DetectModerationLabels 操作请求

DetectModerationLabels 的输入是一个图像。在此示例JSON输入中,源图像是从 Amazon S3 存储桶加载的。 MinConfidence是 Amazon Rekognition Image 必须对检测到的标签的准确性具有的最低可信度才能在响应中返回该标签。

{ "Image": { "S3Object": { "Bucket": "bucket", "Name": "input.jpg" } }, "MinConfidence": 60 }

DetectModerationLabels 操作响应

DetectModerationLabels 可以从 S3 存储桶检索输入图像,也可通过图像字节形式提供输入图像。以下示例是来自对 DetectModerationLabels 的调用的响应。

在以下示例JSON响应中,请注意以下几点:

  • 不当图像检测信息 – 该示例显示了图像中发现的不当或冒犯性内容的标签列表。此列表包括在图像中检测到的顶级标签和所有第二级标签。

    标签 – 每个标签具有一个名称、Amazon Rekognition 估计的置信度(用于指示标签的准确性)以及其父标签的名称。顶级标签的父名称为 ""

    标签置信度 – 每个标签均有一个介于 0 和 100 之间的置信度值,该值指示 Amazon Rekognition 具有的百分比置信度(用于指示标签的准确性)。您可以在API操作请求的响应中指定要返回的标签所需的置信度。

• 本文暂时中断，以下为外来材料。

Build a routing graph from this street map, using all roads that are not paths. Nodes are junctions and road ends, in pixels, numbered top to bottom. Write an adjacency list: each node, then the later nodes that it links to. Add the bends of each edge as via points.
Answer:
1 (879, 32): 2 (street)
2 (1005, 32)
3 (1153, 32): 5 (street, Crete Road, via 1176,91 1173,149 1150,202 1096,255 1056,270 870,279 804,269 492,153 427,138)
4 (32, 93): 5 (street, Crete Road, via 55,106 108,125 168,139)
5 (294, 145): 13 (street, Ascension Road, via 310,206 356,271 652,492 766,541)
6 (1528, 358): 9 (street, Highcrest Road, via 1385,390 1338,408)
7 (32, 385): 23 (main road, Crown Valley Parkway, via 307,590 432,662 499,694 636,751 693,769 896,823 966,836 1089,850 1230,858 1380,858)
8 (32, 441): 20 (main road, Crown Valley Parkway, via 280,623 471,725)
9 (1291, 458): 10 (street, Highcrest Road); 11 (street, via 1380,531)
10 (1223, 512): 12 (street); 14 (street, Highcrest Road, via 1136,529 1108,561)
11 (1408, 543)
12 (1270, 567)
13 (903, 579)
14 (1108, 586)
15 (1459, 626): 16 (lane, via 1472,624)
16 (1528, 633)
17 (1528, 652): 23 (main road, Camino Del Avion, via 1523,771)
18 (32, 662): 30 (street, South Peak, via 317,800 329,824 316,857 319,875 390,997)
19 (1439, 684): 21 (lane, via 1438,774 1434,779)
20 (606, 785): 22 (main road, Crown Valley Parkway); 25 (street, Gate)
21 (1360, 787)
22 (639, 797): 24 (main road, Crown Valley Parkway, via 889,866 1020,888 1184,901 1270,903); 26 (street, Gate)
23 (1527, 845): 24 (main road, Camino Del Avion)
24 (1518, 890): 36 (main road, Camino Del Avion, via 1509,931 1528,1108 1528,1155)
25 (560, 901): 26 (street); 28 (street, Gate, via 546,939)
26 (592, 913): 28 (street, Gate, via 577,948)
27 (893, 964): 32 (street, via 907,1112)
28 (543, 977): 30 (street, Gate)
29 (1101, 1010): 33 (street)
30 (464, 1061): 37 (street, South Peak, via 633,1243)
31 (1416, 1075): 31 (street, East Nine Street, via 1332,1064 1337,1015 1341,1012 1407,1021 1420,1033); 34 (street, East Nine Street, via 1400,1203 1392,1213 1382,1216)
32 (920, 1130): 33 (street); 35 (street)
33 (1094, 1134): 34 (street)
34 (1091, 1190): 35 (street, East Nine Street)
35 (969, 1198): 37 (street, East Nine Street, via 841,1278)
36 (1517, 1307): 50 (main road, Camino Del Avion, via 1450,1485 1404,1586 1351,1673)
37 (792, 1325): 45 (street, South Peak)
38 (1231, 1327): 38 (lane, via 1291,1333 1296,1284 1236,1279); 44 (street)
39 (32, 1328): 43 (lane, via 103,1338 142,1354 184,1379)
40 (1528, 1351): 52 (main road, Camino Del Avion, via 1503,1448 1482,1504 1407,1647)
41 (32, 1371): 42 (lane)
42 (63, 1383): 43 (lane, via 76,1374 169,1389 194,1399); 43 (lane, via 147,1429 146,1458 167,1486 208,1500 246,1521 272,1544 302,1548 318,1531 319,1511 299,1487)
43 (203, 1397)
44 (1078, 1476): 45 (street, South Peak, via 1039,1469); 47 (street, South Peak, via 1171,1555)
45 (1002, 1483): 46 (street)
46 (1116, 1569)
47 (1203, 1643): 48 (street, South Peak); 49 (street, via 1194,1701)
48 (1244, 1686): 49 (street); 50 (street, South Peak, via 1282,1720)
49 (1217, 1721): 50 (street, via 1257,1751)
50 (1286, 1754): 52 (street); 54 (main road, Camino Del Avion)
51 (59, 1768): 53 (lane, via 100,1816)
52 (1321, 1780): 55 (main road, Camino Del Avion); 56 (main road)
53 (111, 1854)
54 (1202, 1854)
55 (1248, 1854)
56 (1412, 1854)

{ "ModerationLabels": [ { "Confidence": 99.44782257080078, "Name": "Smoking", "ParentName": "Drugs & Tobacco Paraphernalia & Use", "TaxonomyLevel": 3 }, { "Confidence": 99.44782257080078, "Name": "Drugs & Tobacco Paraphernalia & Use", "ParentName": "Drugs & Tobacco", "TaxonomyLevel": 2 }, { "Confidence": 99.44782257080078, "Name": "Drugs & Tobacco", "ParentName": "", "TaxonomyLevel": 1 } ], "ModerationModelVersion": "7.0", "ContentTypes": [ { "Confidence": 99.9999008178711, "Name": "Illustrated" } ] }